- Nov 23, 2015
It's not even about specialized education. The brain is a muscle for knowledge. If we don't stimulate that knowledge it will atrophy over time or simply not develop at all.Yeah, definitely. I went to a pretty rigorous high school, but in the first week of college we had a basic essay writing class and we had to write a short paper on something random and then pass them around and read each other's.
I was baffled at the low quality of writing coming from my peers. It was horrible, like middle school level if even that. But I understand that most people probably don't have an opportunity to go to specialized schools, and just end up in whatever the closest public school is in their neighborhood. Still sad.
There is nearly zero incentive to learn to write well, or even at all, for the average person today. Many of us consider it important(and it is) but to the younger generation why? Their focus is on instant quickly understandable concepts rather than structure and tone. The texting language is a good example of this. How many absolutely god-awful resumes have we all seen? Their language is becoming digital and in so doing loses most of the emotion transfer behind the words.

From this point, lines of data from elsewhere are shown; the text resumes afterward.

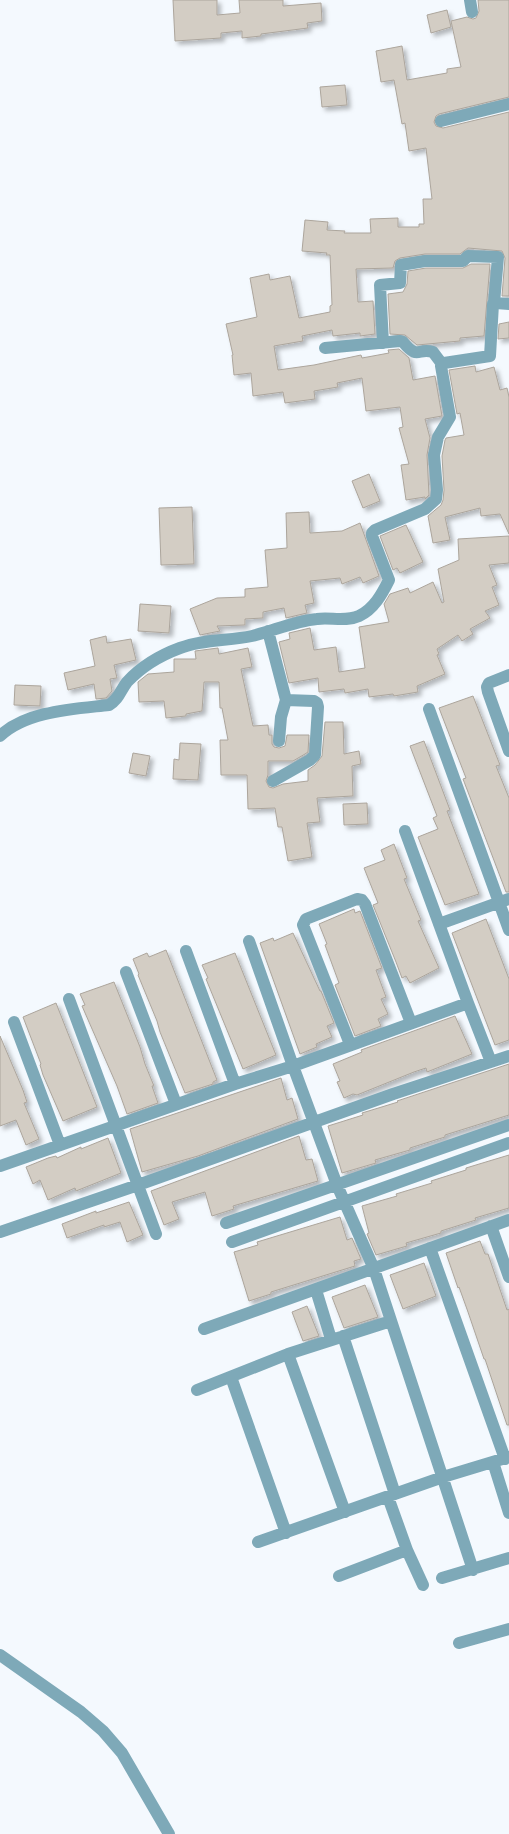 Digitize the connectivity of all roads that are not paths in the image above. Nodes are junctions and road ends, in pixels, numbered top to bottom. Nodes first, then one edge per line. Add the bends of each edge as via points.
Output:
1 (509, 104) edge
2 (441, 121) dead end
3 (494, 303) junction
4 (509, 304) edge
5 (383, 343) junction
6 (325, 348) dead end
7 (442, 364) junction
8 (268, 631) junction
9 (509, 675) edge
10 (286, 700) junction
11 (429, 709) dead end
12 (0, 736) edge
13 (279, 741) dead end
14 (509, 751) edge
15 (273, 781) dead end
16 (405, 831) dead end
17 (504, 901) edge
18 (439, 924) junction
19 (509, 930) edge
20 (249, 941) dead end
21 (186, 951) dead end
22 (126, 972) dead end
23 (69, 999) dead end
24 (468, 1004) junction
25 (14, 1022) dead end
26 (411, 1023) junction
27 (350, 1044) junction
28 (509, 1056) edge
29 (491, 1062) junction
30 (293, 1066) junction
31 (236, 1084) junction
32 (176, 1104) junction
33 (314, 1123) junction
34 (116, 1125) junction
35 (509, 1125) edge
36 (509, 1143) edge
37 (60, 1145) junction
38 (0, 1166) edge
39 (138, 1185) junction
40 (338, 1185) junction
41 (344, 1201) junction
42 (509, 1220) edge
43 (226, 1223) dead end
44 (491, 1226) junction
45 (0, 1232) edge
46 (156, 1234) dead end
47 (232, 1242) dead end
48 (430, 1248) junction
49 (374, 1269) junction
50 (509, 1277) edge
51 (316, 1290) junction
52 (391, 1321) junction
53 (204, 1329) dead end
54 (337, 1337) junction
55 (288, 1354) junction
56 (231, 1377) junction
57 (197, 1390) dead end
58 (507, 1458) edge
59 (493, 1462) junction
60 (443, 1477) junction
61 (391, 1496) junction
62 (345, 1512) junction
63 (509, 1513) edge
64 (286, 1533) junction
65 (258, 1542) dead end
66 (407, 1550) junction
67 (509, 1558) edge
68 (473, 1570) junction
69 (339, 1576) dead end
70 (442, 1578) dead end
71 (423, 1585) dead end
72 (509, 1629) edge
73 (459, 1643) dead end
74 (0, 1655) edge
75 (169, 1834) edge

1 - 2 street
3 - 4 street
3 - 5 street via 498,257 466,256 463,261 425,261 402,265 400,283 380,285
3 - 7 street via 490,356
5 - 6 street
5 - 7 street via 400,341 410,351 431,351
7 - 8 street via 440,369 450,417 438,437 434,455 436,499 425,509 372,532 389,580 383,592 374,605 357,617 316,618
8 - 10 street
8 - 12 street via 181,648 140,670 126,684 116,701 109,705 46,714 12,726
9 - 14 street via 487,686
10 - 13 street via 281,717
10 - 15 street via 317,703 316,753 310,760
11 - 17 street
16 - 18 street
17 - 18 street
17 - 19 street
18 - 24 street
20 - 30 street
21 - 31 street
22 - 32 street
23 - 34 street
24 - 26 street
24 - 29 street
25 - 37 street
26 - 27 street
26 - 27 street via 365,904 357,899 306,919 303,925
27 - 30 street
28 - 29 street
29 - 33 street
30 - 31 street
30 - 33 street
31 - 32 street
32 - 34 street
33 - 39 street
33 - 40 street
34 - 37 street
34 - 39 street
35 - 40 street
36 - 41 street
37 - 38 street
39 - 45 street
39 - 46 street
40 - 41 street
40 - 43 street
41 - 47 street
41 - 49 street
42 - 44 street
44 - 48 street
44 - 50 street
48 - 49 street
48 - 58 street
49 - 51 street
49 - 52 street
51 - 53 street
51 - 54 street
52 - 54 street
52 - 60 street
54 - 55 street
54 - 61 street
55 - 56 street
55 - 62 street
56 - 57 street
56 - 64 street
58 - 59 street
59 - 60 street
59 - 63 street
60 - 61 street
60 - 68 street
61 - 62 street
61 - 66 street
62 - 64 street
64 - 65 street
66 - 69 street
66 - 71 street
67 - 68 street
68 - 70 street
72 - 73 street
74 - 75 street via 81,1712 103,1731 122,1753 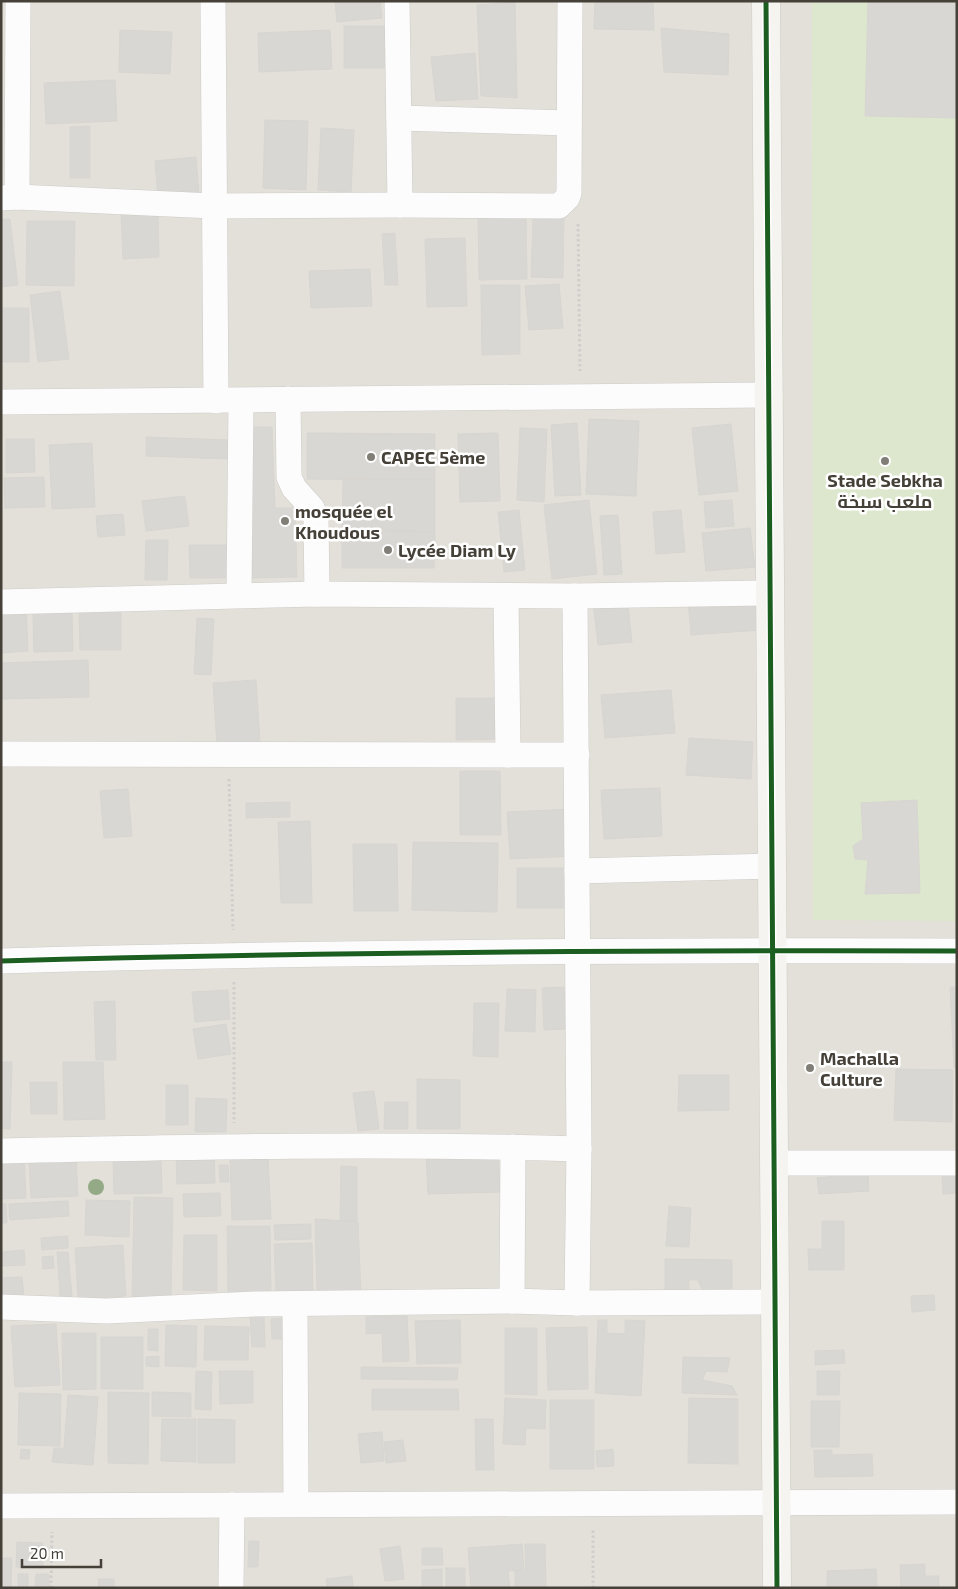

Hell, even the sciences are going this way. Take a bog-standard LC/MS. Today is nothing really like the early tools. We used to call it "lucifers chromatography" for a reason. Now it's mostly done inside the software and hardware. Even sample prep is being slowly eroded away from the user for the sake of accuracy and precision. What I see happening more and more at other labs(where they focus on costs vs agility) is the entire analyst staff becomes button pushers. They can RUN things really well... as long as NOTHING WHATSOEVER changes. Not one of them knows HOW anything works anymore.